- [PROBLEM STATEMENT] Lines from the one containing "ring pip: (471, 470)" through the end of the data are to be returned exactly, and no others.

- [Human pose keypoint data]
......

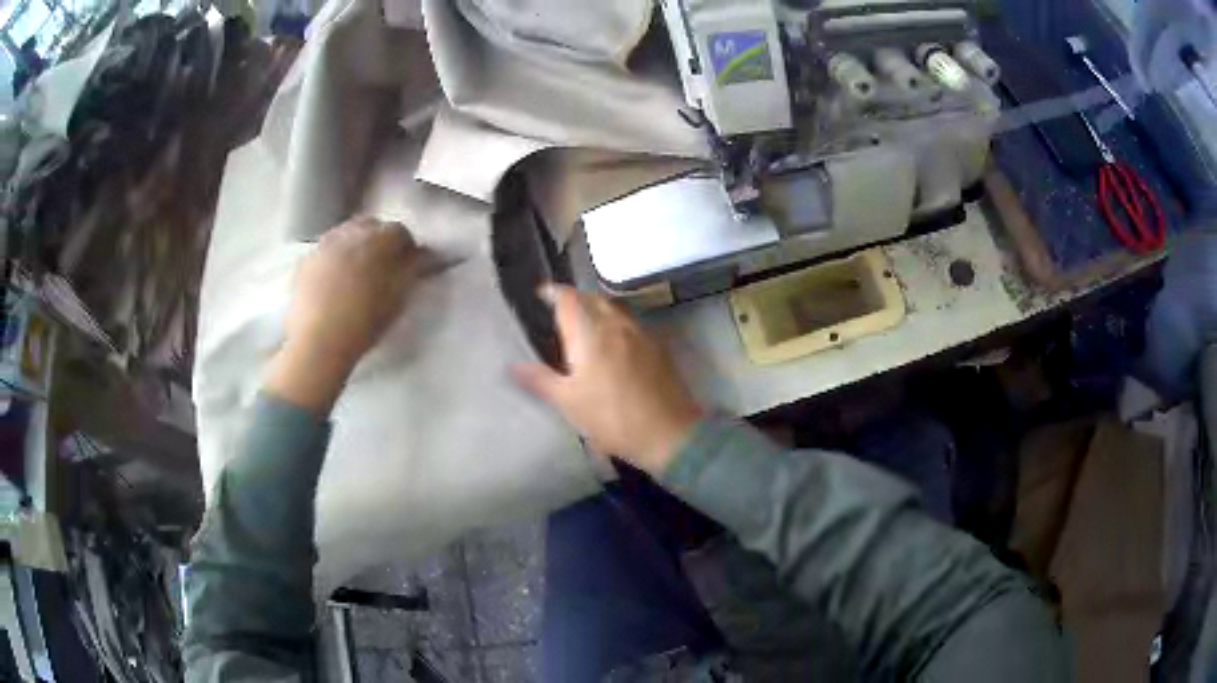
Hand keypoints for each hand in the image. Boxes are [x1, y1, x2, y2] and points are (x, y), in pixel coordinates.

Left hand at [265, 217, 427, 413]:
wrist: (318, 342)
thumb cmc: (365, 321)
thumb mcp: (399, 297)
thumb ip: (413, 269)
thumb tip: (422, 255)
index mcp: (379, 239)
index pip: (400, 232)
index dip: (406, 249)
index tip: (408, 266)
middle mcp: (350, 233)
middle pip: (370, 226)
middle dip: (378, 241)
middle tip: (382, 267)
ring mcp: (323, 245)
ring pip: (344, 236)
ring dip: (353, 248)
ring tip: (355, 275)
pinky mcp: (304, 262)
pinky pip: (324, 253)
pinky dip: (332, 261)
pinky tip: (333, 283)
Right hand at [512, 285, 703, 474]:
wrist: (669, 434)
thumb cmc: (612, 419)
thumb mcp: (569, 403)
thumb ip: (540, 380)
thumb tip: (512, 365)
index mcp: (591, 334)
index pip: (568, 298)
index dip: (552, 292)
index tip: (539, 294)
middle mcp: (616, 325)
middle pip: (593, 298)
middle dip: (574, 298)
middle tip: (559, 309)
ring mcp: (641, 334)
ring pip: (614, 308)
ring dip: (596, 308)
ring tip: (583, 324)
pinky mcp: (658, 347)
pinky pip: (631, 323)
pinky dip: (615, 323)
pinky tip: (612, 342)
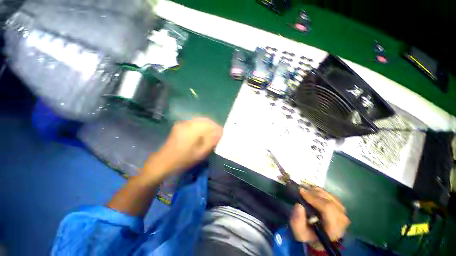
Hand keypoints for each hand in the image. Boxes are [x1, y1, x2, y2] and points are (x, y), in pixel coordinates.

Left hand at [142, 117, 222, 178]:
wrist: (163, 162)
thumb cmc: (183, 160)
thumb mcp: (200, 153)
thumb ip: (212, 141)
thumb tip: (220, 132)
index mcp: (192, 129)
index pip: (210, 124)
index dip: (218, 128)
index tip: (222, 134)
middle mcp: (187, 123)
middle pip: (205, 120)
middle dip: (213, 126)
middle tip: (217, 135)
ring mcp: (183, 123)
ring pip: (200, 121)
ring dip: (207, 126)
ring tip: (211, 135)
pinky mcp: (180, 126)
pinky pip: (194, 123)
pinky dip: (201, 127)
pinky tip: (202, 134)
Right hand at [290, 187, 349, 249]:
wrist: (318, 238)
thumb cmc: (308, 235)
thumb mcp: (299, 232)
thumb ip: (297, 222)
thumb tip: (299, 205)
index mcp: (333, 229)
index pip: (328, 209)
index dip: (314, 198)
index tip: (301, 191)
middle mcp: (342, 220)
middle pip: (330, 201)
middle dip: (314, 193)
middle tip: (301, 188)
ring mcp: (343, 213)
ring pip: (330, 197)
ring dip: (316, 191)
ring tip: (305, 188)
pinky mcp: (340, 208)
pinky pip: (331, 196)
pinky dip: (320, 191)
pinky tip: (312, 190)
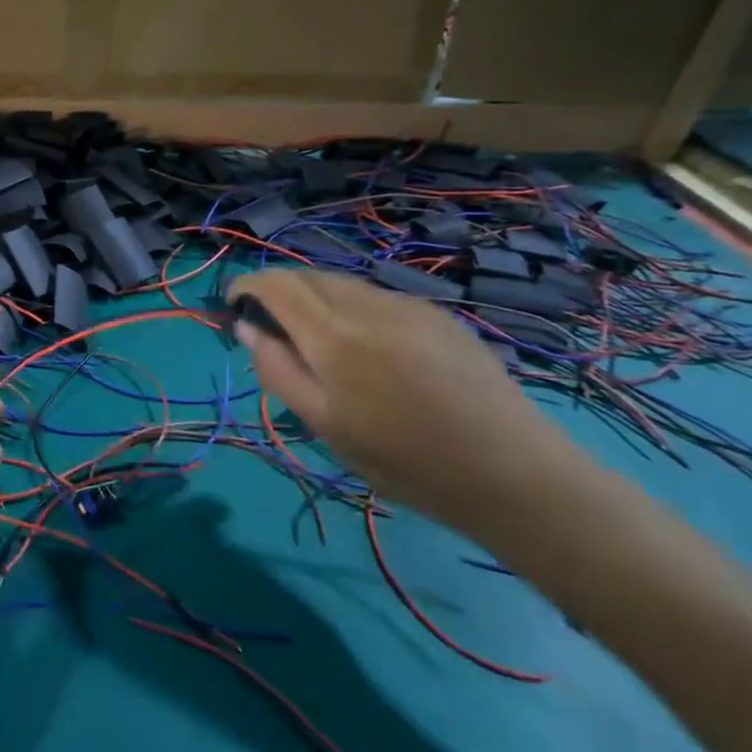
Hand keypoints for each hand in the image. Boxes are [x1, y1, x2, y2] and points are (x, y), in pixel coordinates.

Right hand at [229, 269, 586, 537]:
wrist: (516, 476)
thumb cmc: (407, 461)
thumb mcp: (326, 426)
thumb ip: (279, 371)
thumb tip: (249, 329)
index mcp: (334, 337)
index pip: (275, 285)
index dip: (247, 286)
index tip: (234, 306)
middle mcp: (368, 307)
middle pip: (307, 276)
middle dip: (278, 290)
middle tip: (270, 326)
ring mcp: (409, 306)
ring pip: (343, 283)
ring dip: (315, 296)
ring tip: (316, 337)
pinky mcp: (440, 316)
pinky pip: (378, 296)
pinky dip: (352, 306)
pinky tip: (367, 345)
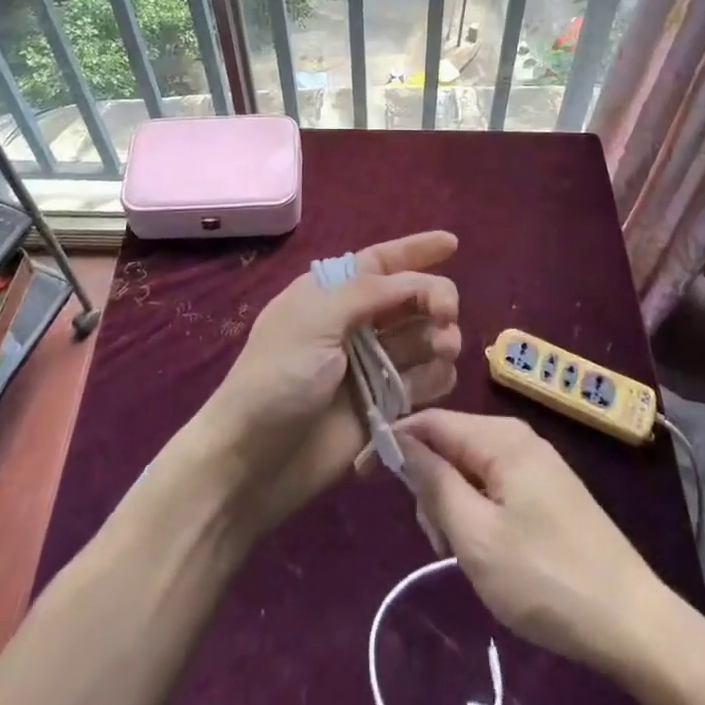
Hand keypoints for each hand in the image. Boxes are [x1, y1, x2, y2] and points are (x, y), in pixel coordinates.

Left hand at [193, 231, 460, 533]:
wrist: (252, 461)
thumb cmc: (279, 377)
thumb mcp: (316, 319)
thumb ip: (368, 292)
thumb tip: (413, 278)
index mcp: (332, 294)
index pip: (381, 262)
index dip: (416, 251)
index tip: (452, 243)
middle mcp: (355, 324)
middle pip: (411, 298)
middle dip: (434, 298)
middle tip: (445, 315)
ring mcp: (371, 366)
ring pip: (423, 339)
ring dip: (440, 337)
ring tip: (443, 348)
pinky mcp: (383, 407)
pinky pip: (423, 382)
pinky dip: (437, 376)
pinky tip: (436, 379)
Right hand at [398, 409, 666, 677]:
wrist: (633, 622)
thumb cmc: (545, 578)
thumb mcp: (476, 536)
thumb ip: (434, 482)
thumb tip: (399, 440)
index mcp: (500, 437)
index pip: (430, 422)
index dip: (392, 442)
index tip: (361, 473)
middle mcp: (517, 437)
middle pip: (450, 445)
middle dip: (430, 487)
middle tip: (438, 542)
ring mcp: (536, 463)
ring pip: (471, 470)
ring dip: (453, 506)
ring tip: (463, 555)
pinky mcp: (548, 490)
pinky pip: (494, 486)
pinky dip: (477, 513)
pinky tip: (486, 552)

......

- [ANSWER TO THIS EXERCISE]
ring pip: (471, 470)
ring dip: (453, 506)
ring tip: (463, 555)
pinky mcp: (548, 490)
pinky pip: (494, 486)
pinky dip: (477, 513)
pinky tip: (486, 552)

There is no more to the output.